--- Work request ---
For the word "Dolma", find each line in the entries where it occurs and copy that line.

━━━━━ Records to use ━━━━━

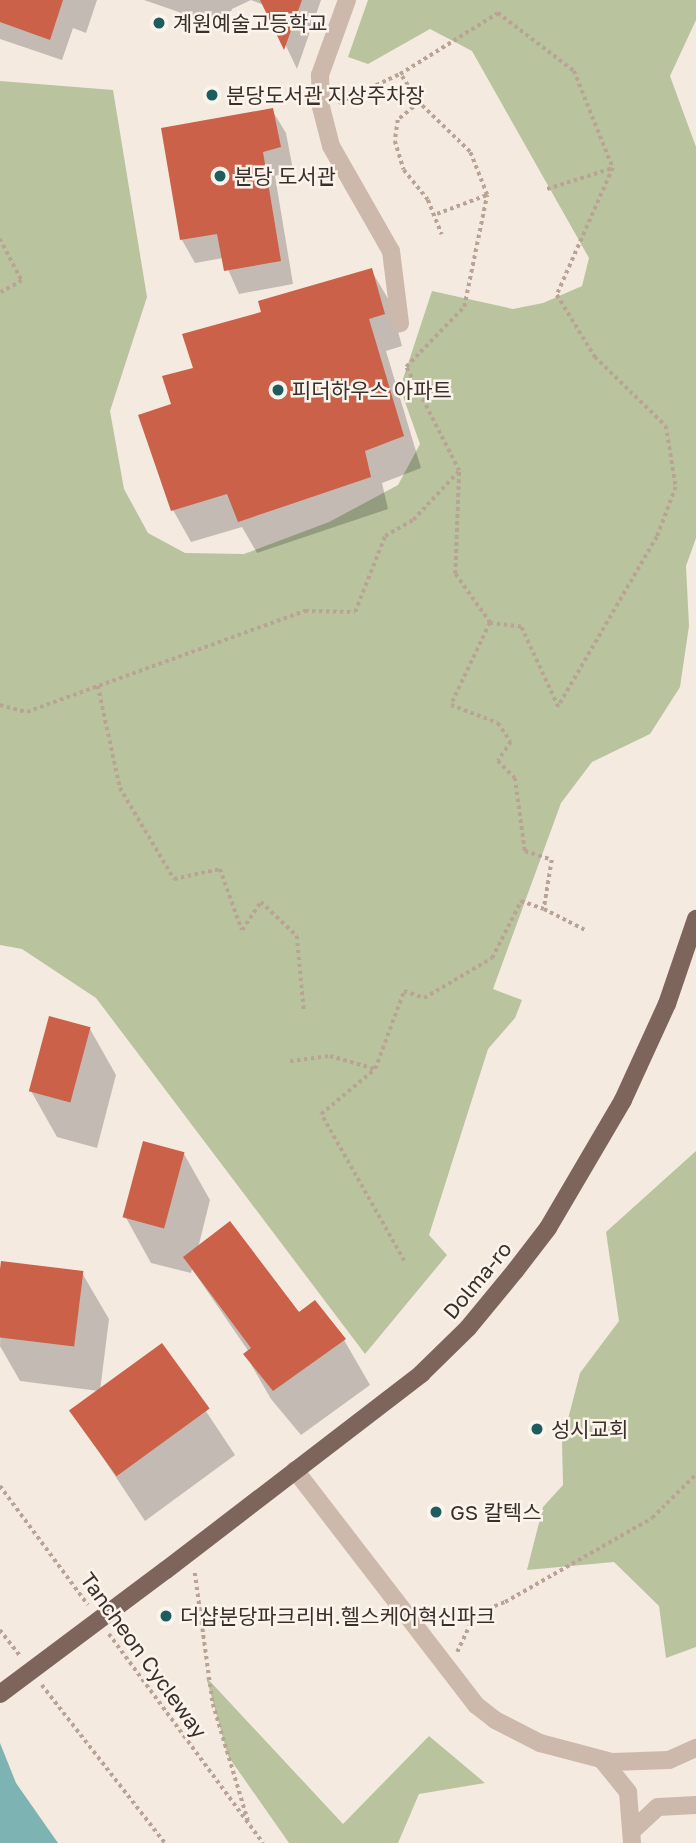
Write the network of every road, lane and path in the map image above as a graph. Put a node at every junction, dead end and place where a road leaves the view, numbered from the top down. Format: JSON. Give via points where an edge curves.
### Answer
{"nodes":[{"id":1,"x":347,"y":0,"type":"edge"},
{"id":2,"x":400,"y":74,"type":"junction"},
{"id":3,"x":339,"y":103,"type":"dead end"},
{"id":4,"x":419,"y":103,"type":"junction"},
{"id":5,"x":613,"y":168,"type":"junction"},
{"id":6,"x":547,"y":189,"type":"dead end"},
{"id":7,"x":487,"y":195,"type":"junction"},
{"id":8,"x":437,"y":214,"type":"junction"},
{"id":9,"x":442,"y":234,"type":"dead end"},
{"id":10,"x":0,"y":239,"type":"edge"},
{"id":11,"x":0,"y":293,"type":"edge"},
{"id":12,"x":400,"y":323,"type":"dead end"},
{"id":13,"x":459,"y":471,"type":"junction"},
{"id":14,"x":490,"y":623,"type":"junction"},
{"id":15,"x":98,"y":686,"type":"junction"},
{"id":16,"x":0,"y":705,"type":"edge"},
{"id":17,"x":544,"y":909,"type":"junction"},
{"id":18,"x":696,"y":919,"type":"edge"},
{"id":19,"x":587,"y":931,"type":"dead end"},
{"id":20,"x":304,"y":1012,"type":"dead end"},
{"id":21,"x":290,"y":1061,"type":"dead end"},
{"id":22,"x":376,"y":1069,"type":"junction"},
{"id":23,"x":404,"y":1261,"type":"dead end"},
{"id":24,"x":295,"y":1471,"type":"junction"},
{"id":25,"x":696,"y":1474,"type":"edge"},
{"id":26,"x":0,"y":1486,"type":"edge"},
{"id":27,"x":191,"y":1550,"type":"junction"},
{"id":28,"x":89,"y":1608,"type":"dead end"},
{"id":29,"x":0,"y":1630,"type":"edge"},
{"id":30,"x":106,"y":1630,"type":"dead end"},
{"id":31,"x":26,"y":1663,"type":"dead end"},
{"id":32,"x":449,"y":1671,"type":"junction"},
{"id":33,"x":34,"y":1674,"type":"dead end"},
{"id":34,"x":0,"y":1694,"type":"edge"},
{"id":35,"x":696,"y":1748,"type":"edge"},
{"id":36,"x":603,"y":1760,"type":"junction"},
{"id":37,"x":696,"y":1805,"type":"edge"},
{"id":38,"x":248,"y":1824,"type":"junction"},
{"id":39,"x":632,"y":1837,"type":"edge"},
{"id":40,"x":165,"y":1843,"type":"edge"},
{"id":41,"x":263,"y":1843,"type":"edge"}],
"edges":[{"from":1,"to":12,"type":"street","via":[[320,75],[321,107],[331,146],[356,178],[391,251]]},
{"from":2,"to":3,"type":"path"},
{"from":2,"to":4,"type":"path"},
{"from":2,"to":5,"type":"path","via":[[498,13],[575,71]]},
{"from":4,"to":7,"type":"path","via":[[470,152]]},
{"from":4,"to":8,"type":"path","via":[[398,120],[395,141],[404,170]]},
{"from":5,"to":6,"type":"path"},
{"from":5,"to":14,"type":"path","via":[[557,295],[595,357],[666,426],[676,487],[657,537],[558,707],[521,627]]},
{"from":7,"to":8,"type":"path"},
{"from":7,"to":13,"type":"path","via":[[464,307],[406,367]]},
{"from":8,"to":9,"type":"path"},
{"from":10,"to":11,"type":"path","via":[[22,281]]},
{"from":13,"to":14,"type":"path","via":[[455,574]]},
{"from":13,"to":15,"type":"path","via":[[413,520],[385,536],[355,612],[305,611]]},
{"from":14,"to":17,"type":"path","via":[[451,705],[498,723],[511,742],[498,761],[515,778],[525,851],[551,860]]},
{"from":15,"to":16,"type":"path","via":[[27,712]]},
{"from":15,"to":20,"type":"path","via":[[120,789],[174,879],[220,869],[242,930],[261,902],[297,936]]},
{"from":17,"to":19,"type":"path"},
{"from":17,"to":22,"type":"path","via":[[521,901],[492,958],[424,998],[404,991]]},
{"from":18,"to":24,"type":"main road","name":"Dolma-ro","via":[[646,1052],[548,1228],[468,1328],[421,1374]]},
{"from":21,"to":22,"type":"path","via":[[330,1056]]},
{"from":22,"to":23,"type":"path","via":[[321,1114]]},
{"from":24,"to":27,"type":"main road","name":"Dolma-ro"},
{"from":24,"to":32,"type":"street"},
{"from":25,"to":32,"type":"path","via":[[652,1518],[505,1602],[475,1614]]},
{"from":26,"to":28,"type":"path","name":"Tancheon Cycleway"},
{"from":27,"to":34,"type":"main road","name":"Dolma-ro","bridge":true},
{"from":27,"to":38,"type":"path","via":[[213,1704]]},
{"from":29,"to":31,"type":"path"},
{"from":30,"to":38,"type":"path","name":"Tancheon Cycleway"},
{"from":32,"to":36,"type":"street","via":[[476,1705],[517,1733]]},
{"from":33,"to":40,"type":"path"},
{"from":35,"to":36,"type":"street","via":[[669,1760]]},
{"from":36,"to":39,"type":"street","via":[[628,1792]]},
{"from":37,"to":39,"type":"street","via":[[658,1807]]},
{"from":38,"to":41,"type":"path","name":"Tancheon Cycleway"}]}
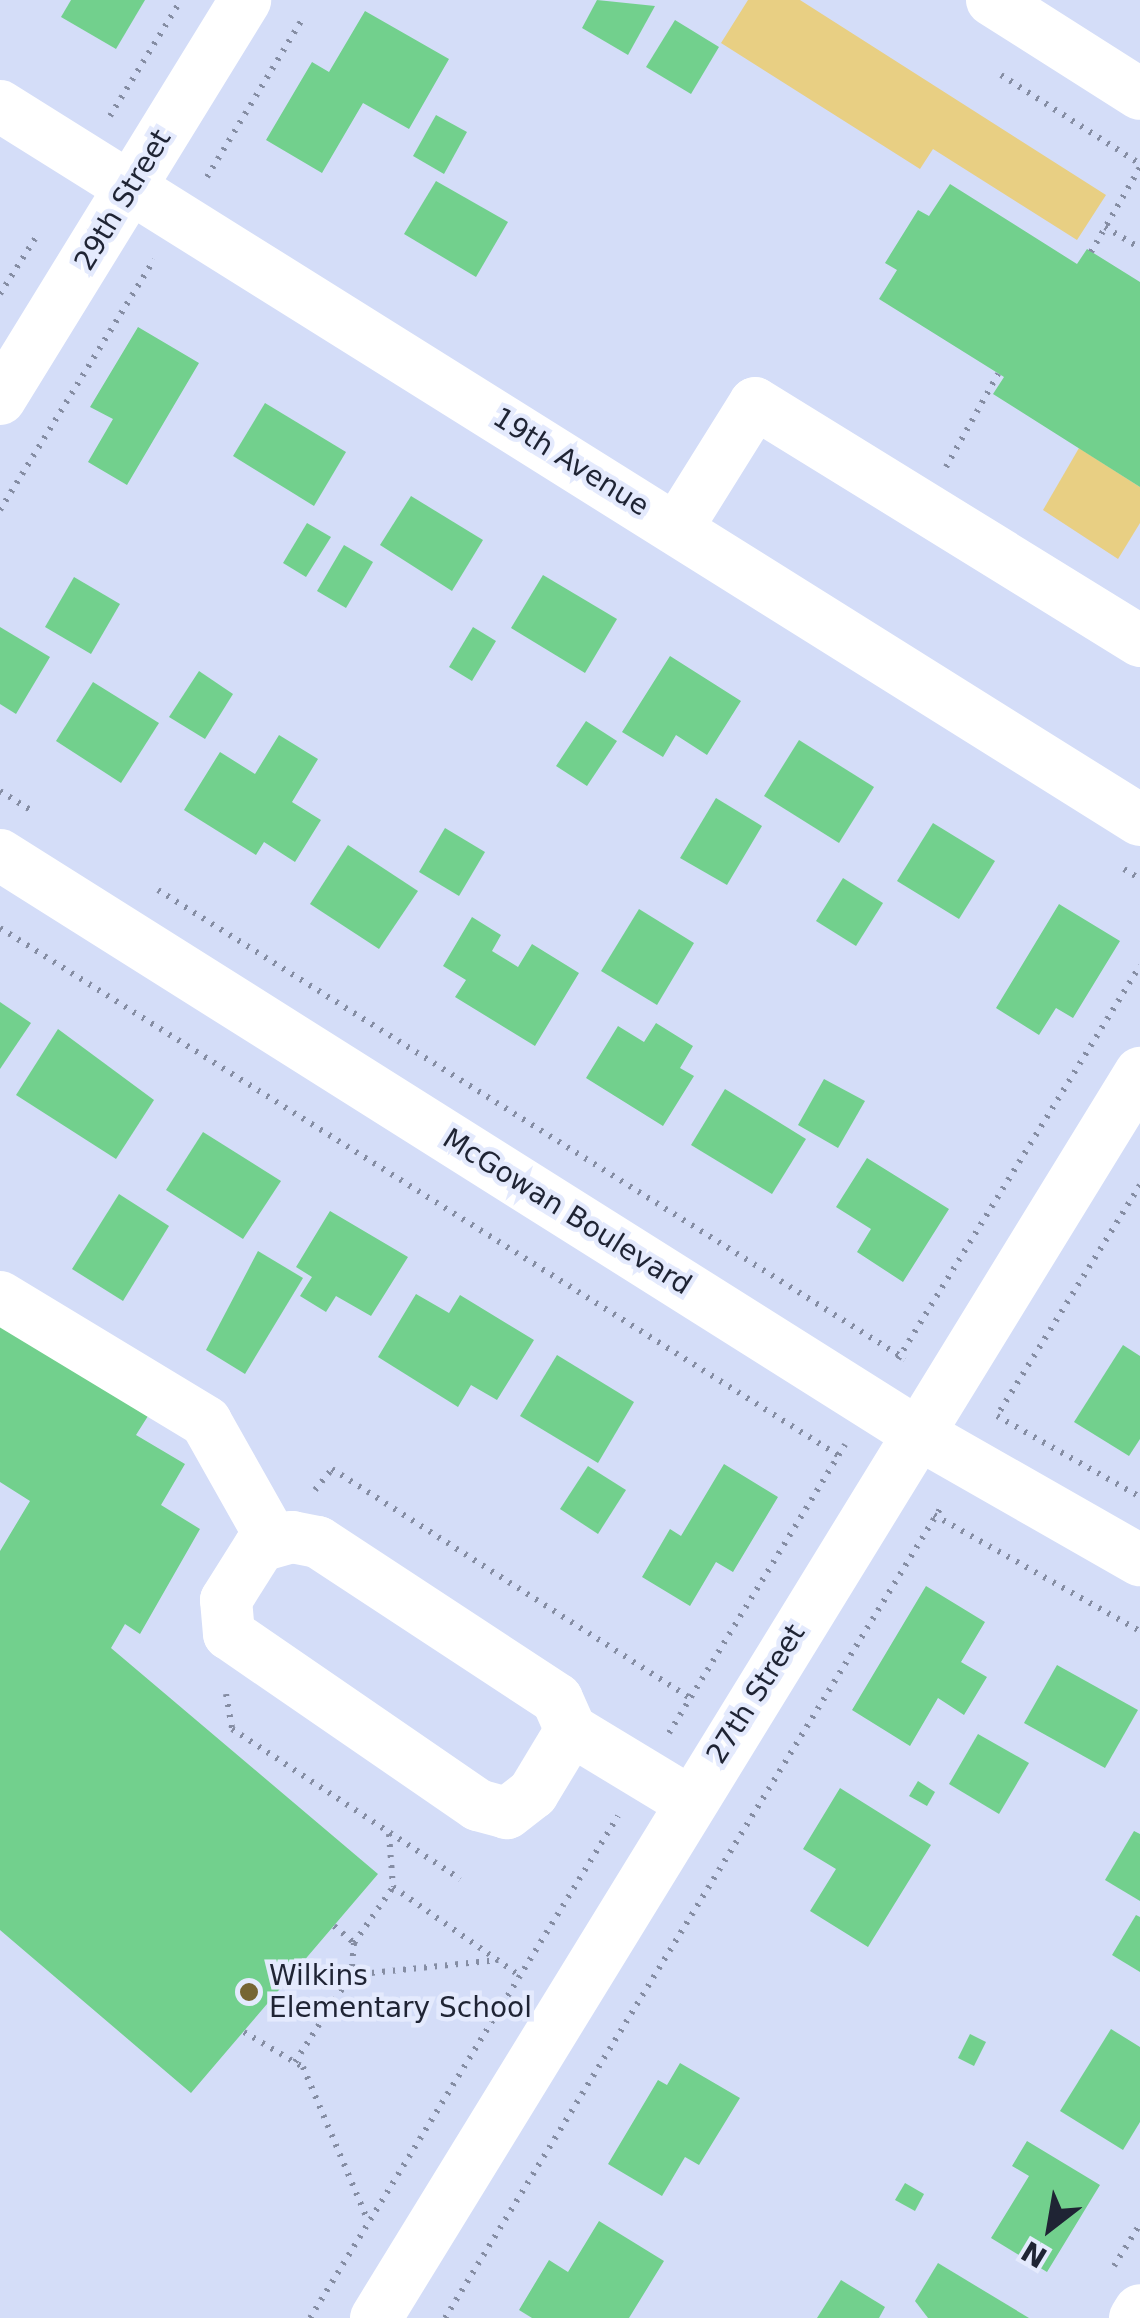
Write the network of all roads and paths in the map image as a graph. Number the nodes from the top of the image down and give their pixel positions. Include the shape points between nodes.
1 (181, 0) edge
2 (245, 0) edge
3 (992, 0) edge
4 (304, 16) dead end
5 (1001, 75) dead end
6 (1140, 94) edge
7 (0, 106) edge
8 (92, 110) dead end
9 (1140, 165) edge
10 (131, 188) junction
11 (221, 191) dead end
12 (50, 215) dead end
13 (1106, 227) junction
14 (1140, 248) edge
15 (1091, 252) dead end
16 (171, 269) dead end
17 (0, 294) edge
18 (998, 374) dead end
19 (0, 399) edge
20 (923, 507) junction
21 (0, 510) edge
22 (677, 528) junction
23 (1140, 641) edge
24 (0, 791) edge
25 (50, 823) dead end
26 (1124, 840) edge
27 (0, 855) edge
28 (1140, 879) edge
29 (150, 885) dead end
30 (0, 928) edge
31 (1140, 965) edge
32 (1140, 1073) edge
33 (1140, 1186) edge
34 (0, 1297) edge
35 (900, 1356) junction
36 (919, 1368) dead end
37 (890, 1372) dead end
38 (917, 1434) junction
39 (848, 1440) dead end
40 (839, 1456) junction
41 (849, 1462) dead end
42 (1140, 1497) edge
43 (947, 1498) dead end
44 (926, 1510) dead end
45 (936, 1516) junction
46 (272, 1538) junction
47 (1140, 1560) edge
48 (1140, 1631) edge
49 (571, 1730) junction
50 (643, 1774) junction
51 (690, 1802) junction
52 (389, 1834) dead end
53 (393, 1887) junction
54 (334, 1926) dead end
55 (354, 1943) junction
56 (498, 1960) junction
57 (351, 1975) junction
58 (520, 1976) junction
59 (244, 2032) dead end
60 (294, 2062) junction
61 (368, 2222) junction
62 (1140, 2310) edge
63 (310, 2318) edge
64 (376, 2318) edge
65 (445, 2318) edge
66 (1135, 2318) edge

1 - 8 path via 108,120
2 - 10 street, 29th Street
3 - 6 street
4 - 11 path via 204,181
5 - 9 path
7 - 10 street, 19th Avenue
9 - 13 path
10 - 19 street, 29th Street
10 - 22 street, 19th Avenue
12 - 17 path
13 - 14 path
13 - 15 path
16 - 21 path via 155,258
18 - 20 path
20 - 22 street via 755,403
20 - 23 street
22 - 26 street, 19th Avenue
24 - 25 path
26 - 28 path
27 - 38 street, McGowan Boulevard
29 - 35 path
30 - 40 path
31 - 35 path
32 - 38 street, 27th Street
33 - 42 path via 997,1416
34 - 46 street via 206,1422
35 - 36 path
35 - 37 path
38 - 47 street, McGowan Boulevard
38 - 51 street, 27th Street
39 - 40 path
40 - 41 path
40 - 50 path
43 - 45 path
44 - 45 path
45 - 48 path
45 - 65 path
46 - 49 street via 318,1542 558,1699
46 - 49 street via 226,1600 229,1634 478,1805 506,1813 533,1793
49 - 50 street
50 - 51 street
50 - 58 path
51 - 64 street, 27th Street
52 - 53 path
53 - 55 path
53 - 56 path
54 - 55 path
55 - 57 path
56 - 57 path
56 - 58 path
57 - 60 path
58 - 61 path
59 - 60 path
60 - 61 path
61 - 63 path
62 - 66 street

━━━━━

--- Response to the task ---
{"from":18,"to":24,"type":"main road","name":"Dolma-ro","via":[[646,1052],[548,1228],[468,1328],[421,1374]]},
{"from":24,"to":27,"type":"main road","name":"Dolma-ro"},
{"from":27,"to":34,"type":"main road","name":"Dolma-ro","bridge":true},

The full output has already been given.